The information below is taken from the Prescribers’ Digital Reference (PDR), which can be found here.

Side Effects

The following is a summary of important potential side effects and does not include every side effect possible. Be sure to read all accompanying information with your medication and report any side effects you experience whether on the list below or not.

Severe

  • Angioedema (allergic reaction involving severe swelling)

Moderate

  • Erythema (redness)

  • Edema (swelling)

  • Contact dermatitis

  • Wheezing

  • Dyspnea (shortness of breath)

  • Ocular inflammation

Mild

  • Paresthesias (abnormal sensation)

  • Pruritus (itching)

  • Xerosis (dry skin)

  • Skin irritation

  • Rash

  • Skin hypopigmentation

  • Hypertrichosis (increased hair growth)

  • Urticaria (hives)

Contraindications
  • Azelaic acid is contraindicated in patients who have any history of hypersensitivity reaction to azelaic acid or any components in the formulation.

Precautions
  • Avoid applying azelaic acid to cold sores (herpes labialis). Exacerbations of oral herpes have been reported.
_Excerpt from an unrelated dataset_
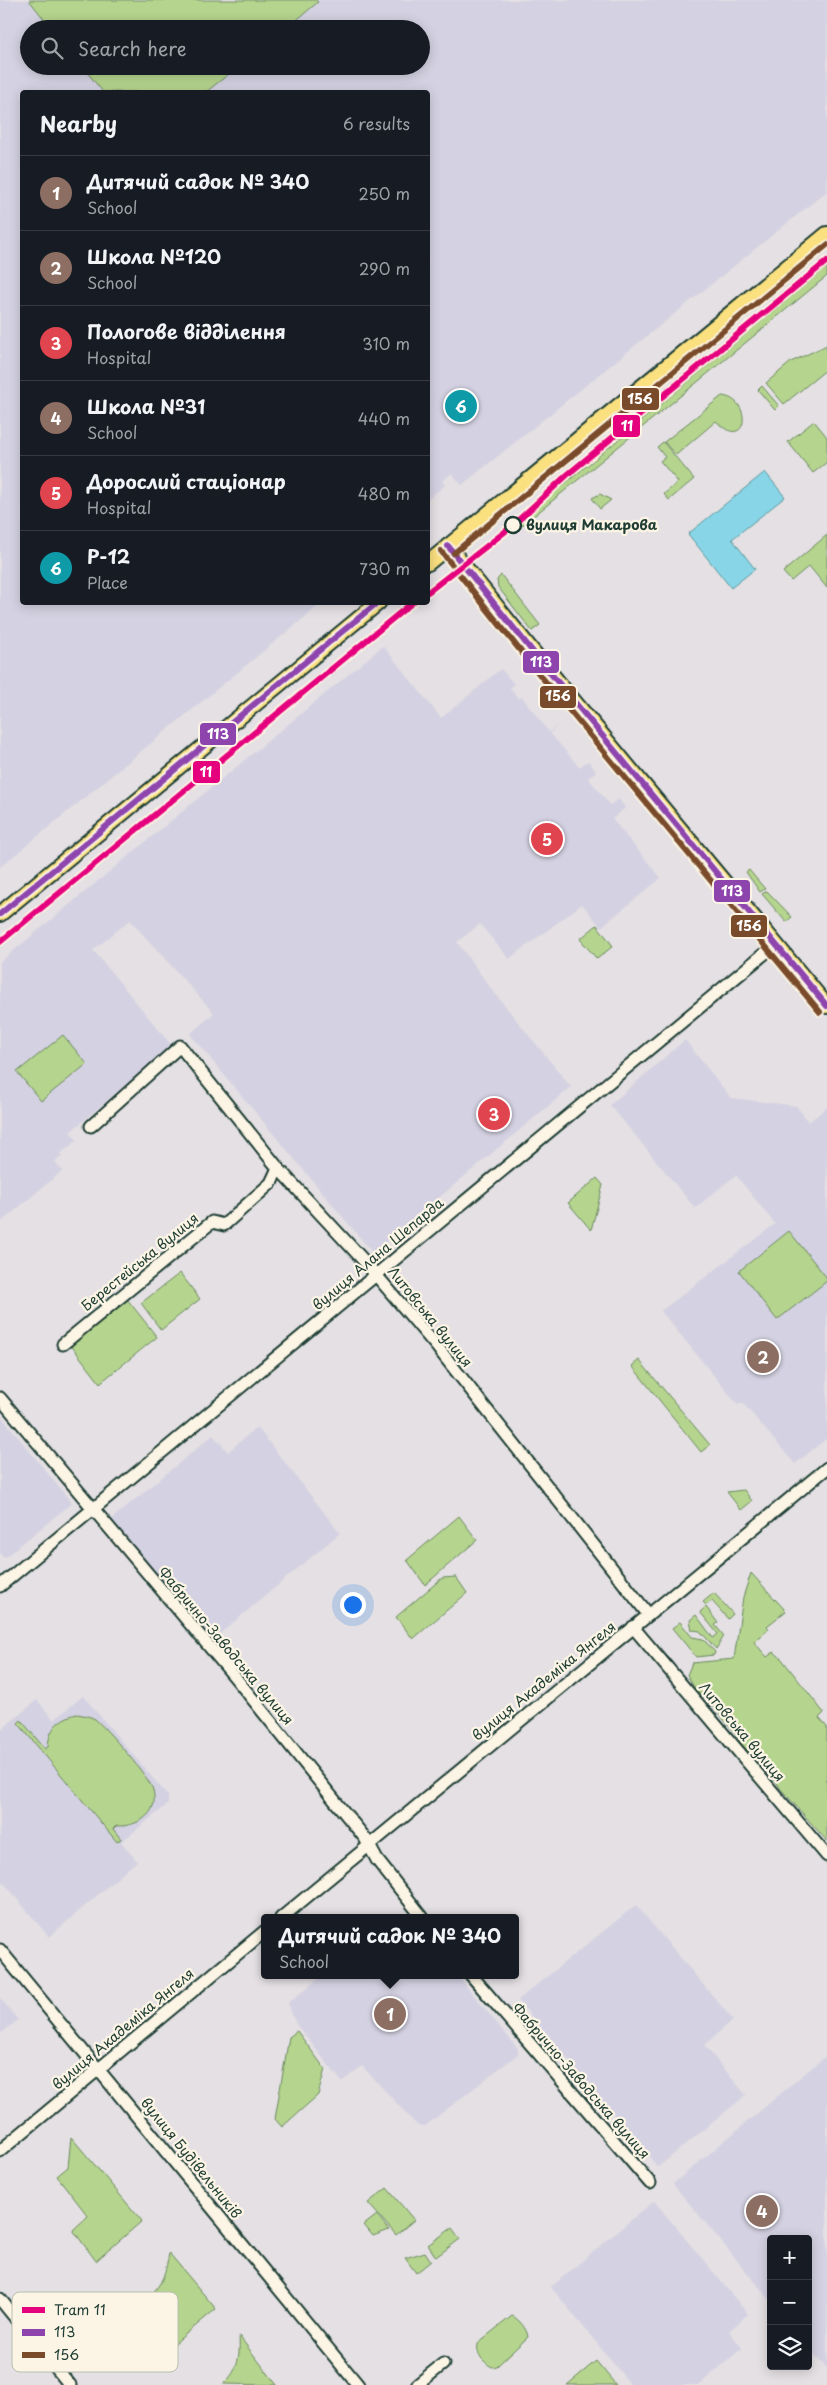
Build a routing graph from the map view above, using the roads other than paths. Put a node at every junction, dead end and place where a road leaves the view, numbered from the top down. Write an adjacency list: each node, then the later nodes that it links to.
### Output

  • Patients with darker complexions should be monitored for early signs of hypopigmentation (lightening of the skin) during treatment. Azelaic acid is not well studied in people with darker complexions and should be used with caution to avoid hypopigmentation.

  • Avoid contact with the mouth, eyes, and other mucous membranes. If exposure to the eye occurs, wash with large amounts of water and contact your provider if irritation persists.

  • Worsening or deterioration of asthma has been reported in patients treated with azelaic acid. If you have asthma and experience any signs of an asthma attack (i.e., shortness of breath, wheezing), tell your provider.

  • Azelaic acid is classified as pregnancy risk category B by the FDA. Embryotoxic effects were seen in animal studies when given orally; no teratogenic effects were observed. There are no adequate and well-controlled studies in pregnant women. Azelaic acid should only be used during pregnancy if clearly needed.

Drug interactions

There are no drug interactions associated with azelaic acid products.